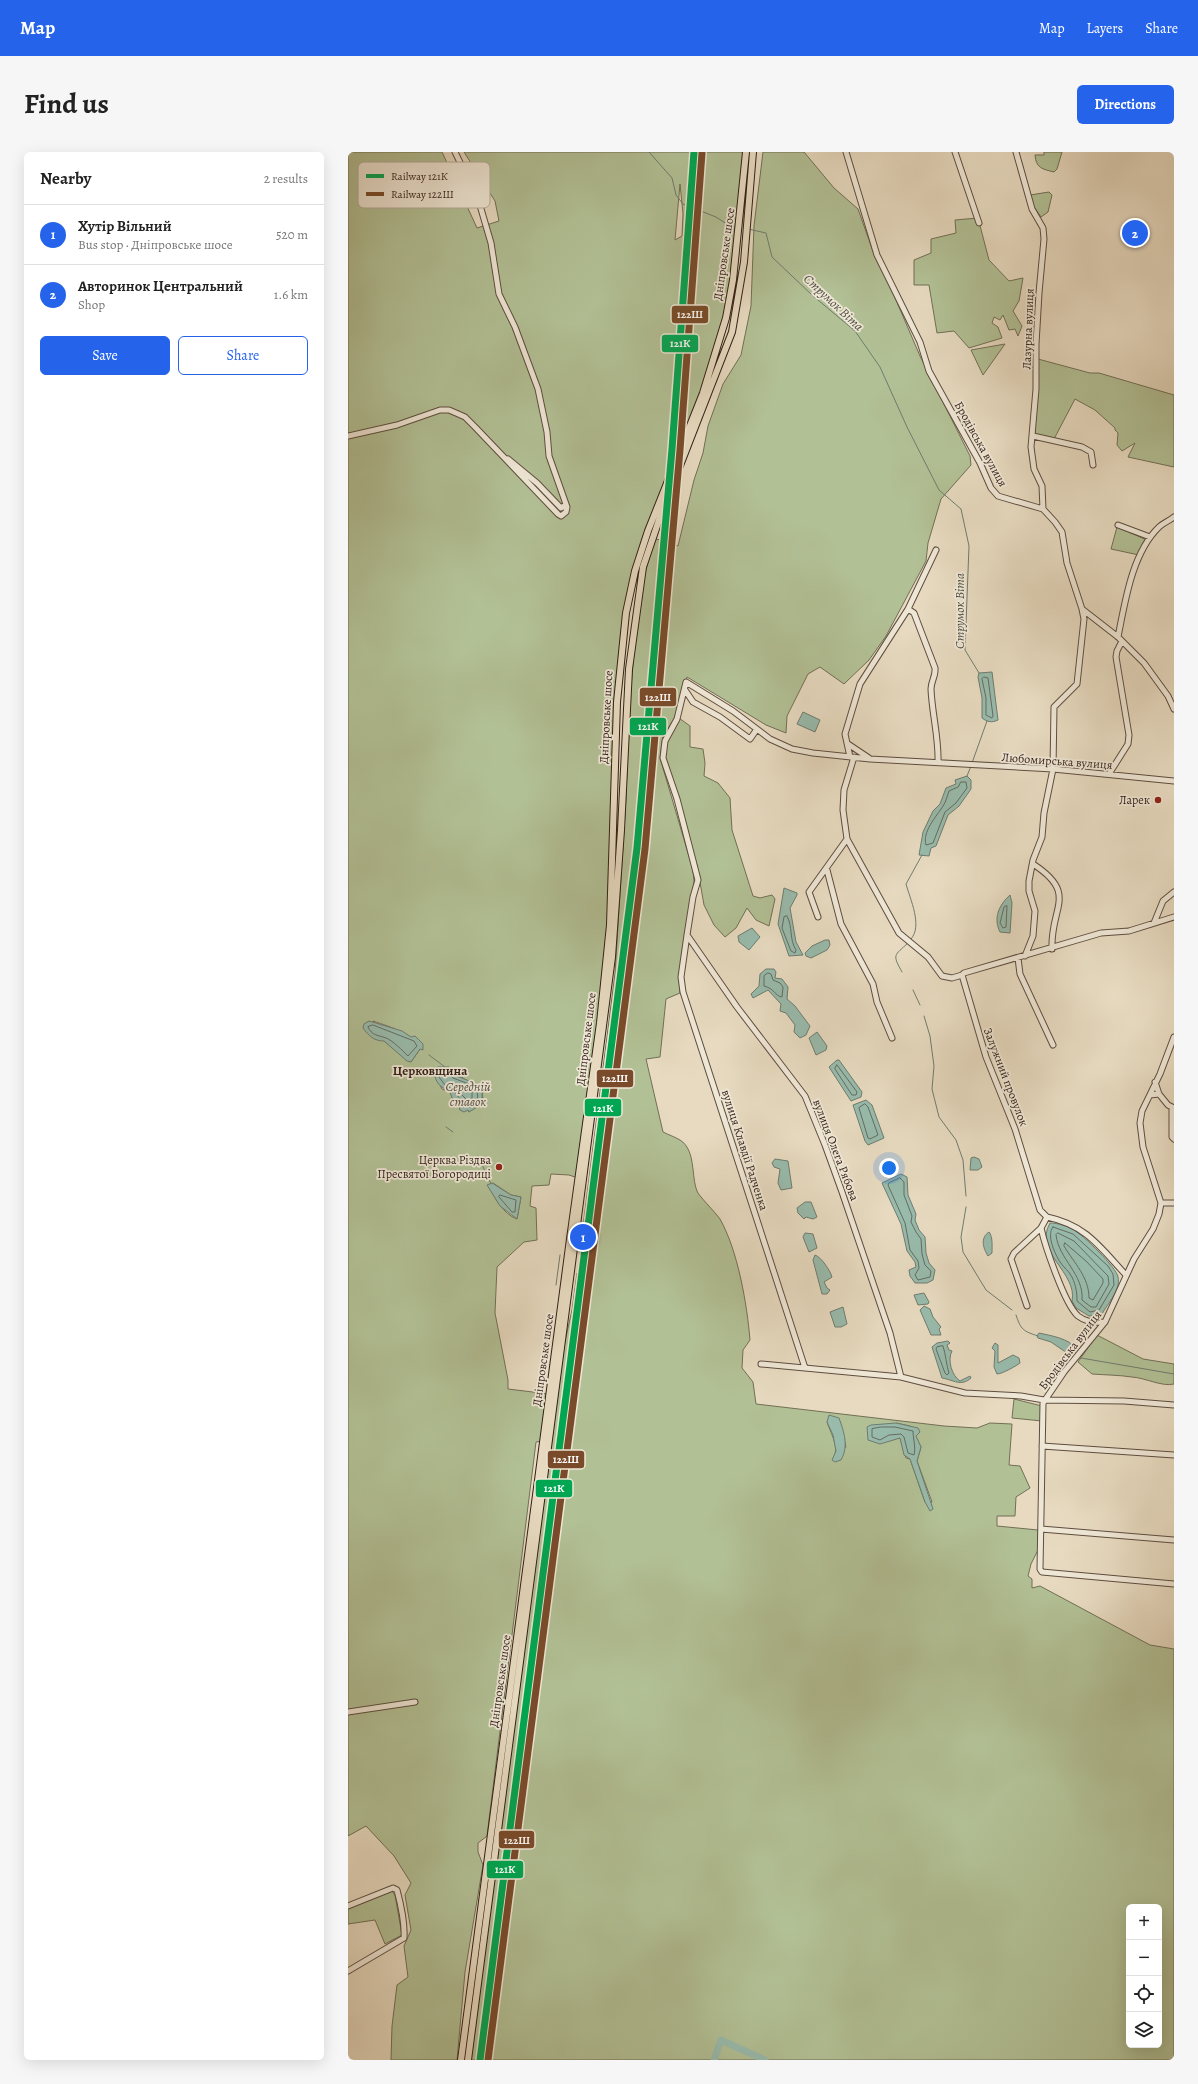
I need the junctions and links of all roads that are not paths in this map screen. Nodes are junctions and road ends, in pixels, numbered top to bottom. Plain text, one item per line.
1 (455, 152) edge
2 (746, 152) edge
3 (753, 152) edge
4 (846, 152) edge
5 (955, 152) edge
6 (1016, 152) edge
7 (460, 162) edge
8 (481, 208) edge
9 (979, 223) dead end
10 (348, 436) edge
11 (1033, 436) junction
12 (496, 450) junction
13 (1093, 465) dead end
14 (566, 505) junction
15 (1043, 509) junction
16 (1174, 517) edge
17 (1118, 524) dead end
18 (1150, 538) junction
19 (936, 550) dead end
20 (908, 609) junction
21 (1082, 609) junction
22 (1120, 639) junction
23 (685, 690) junction
24 (1174, 709) edge
25 (757, 729) junction
26 (848, 744) junction
27 (852, 757) junction
28 (870, 759) junction
29 (938, 763) junction
30 (1053, 769) junction
31 (1109, 774) junction
32 (1174, 781) edge
33 (847, 839) junction
34 (1033, 864) junction
35 (827, 870) junction
36 (1174, 892) edge
37 (818, 917) dead end
38 (1174, 917) edge
39 (1154, 924) junction
40 (687, 935) junction
41 (1052, 949) junction
42 (1025, 956) junction
43 (1018, 958) junction
44 (962, 975) junction
45 (1174, 1037) edge
46 (892, 1038) dead end
47 (1054, 1045) dead end
48 (1167, 1054) junction
49 (1174, 1056) edge
50 (1155, 1082) junction
51 (1159, 1094) junction
52 (1150, 1095) junction
53 (1173, 1108) edge
54 (1174, 1139) edge
55 (1174, 1202) edge
56 (1161, 1203) junction
57 (1047, 1217) junction
58 (1041, 1228) junction
59 (1126, 1274) junction
60 (1027, 1306) dead end
61 (1105, 1322) junction
62 (761, 1364) dead end
63 (805, 1368) junction
64 (902, 1377) junction
65 (1044, 1400) junction
66 (1174, 1405) edge
67 (1042, 1446) junction
68 (1174, 1455) edge
69 (1041, 1529) junction
70 (1174, 1540) edge
71 (1174, 1584) edge
72 (415, 1702) dead end
73 (348, 1712) edge
74 (348, 1906) edge
75 (348, 1971) edge
76 (461, 2060) edge
77 (468, 2060) edge

1 - 7 street
2 - 76 main road, Дніпровське шосе
3 - 77 main road, Дніпровське шосе
4 - 15 street, Бродівська вулиця
5 - 9 street
6 - 11 street, Лазурна вулиця
8 - 14 street
10 - 12 street
11 - 13 street
11 - 15 street, Лазурна вулиця
12 - 14 street
12 - 14 street
15 - 21 street
16 - 18 street
17 - 18 street
18 - 22 street
19 - 20 street
20 - 26 street
20 - 29 street
21 - 22 street
21 - 30 street
22 - 24 street
22 - 31 street
23 - 25 street, Любомирська вулиця
23 - 25 street
23 - 40 street, вулиця Клавдії Радченка
25 - 27 street, Любомирська вулиця
26 - 27 street
26 - 28 street
27 - 28 street, Любомирська вулиця
27 - 33 street
28 - 29 street, Любомирська вулиця
29 - 30 street, Любомирська вулиця
30 - 31 street, Любомирська вулиця
30 - 34 street
31 - 32 street, Любомирська вулиця
33 - 35 street
33 - 44 street
34 - 41 street
34 - 42 street
35 - 37 street
35 - 46 street
36 - 39 street
38 - 39 street
39 - 41 street
40 - 63 street, вулиця Клавдії Радченка
40 - 64 street, вулиця Олега Рябова
41 - 42 street
42 - 43 street
43 - 44 street
43 - 47 street
44 - 57 street, Залужний провулок
45 - 48 street
48 - 49 street
48 - 50 street
50 - 51 street
50 - 52 street
51 - 52 street
51 - 53 street
52 - 56 street
53 - 54 street
55 - 56 street
56 - 59 street, Бродівська вулиця
57 - 58 street
57 - 59 street
58 - 60 street
58 - 61 street
59 - 61 street, Бродівська вулиця
61 - 65 street, Бродівська вулиця
62 - 63 street
63 - 64 street
64 - 65 street
65 - 66 street
65 - 67 street, Бродівська вулиця
67 - 68 street
67 - 69 street, Бродівська вулиця
69 - 70 street
69 - 71 street, Бродівська вулиця
72 - 73 street
74 - 75 street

════

● WHAT THIS TASK INVOLVES
In the entries, find every line holding "Любомирська" and copy it.

● RESULT BELOW
23 - 25 street, Любомирська вулиця
25 - 27 street, Любомирська вулиця
27 - 28 street, Любомирська вулиця
28 - 29 street, Любомирська вулиця
29 - 30 street, Любомирська вулиця
30 - 31 street, Любомирська вулиця
31 - 32 street, Любомирська вулиця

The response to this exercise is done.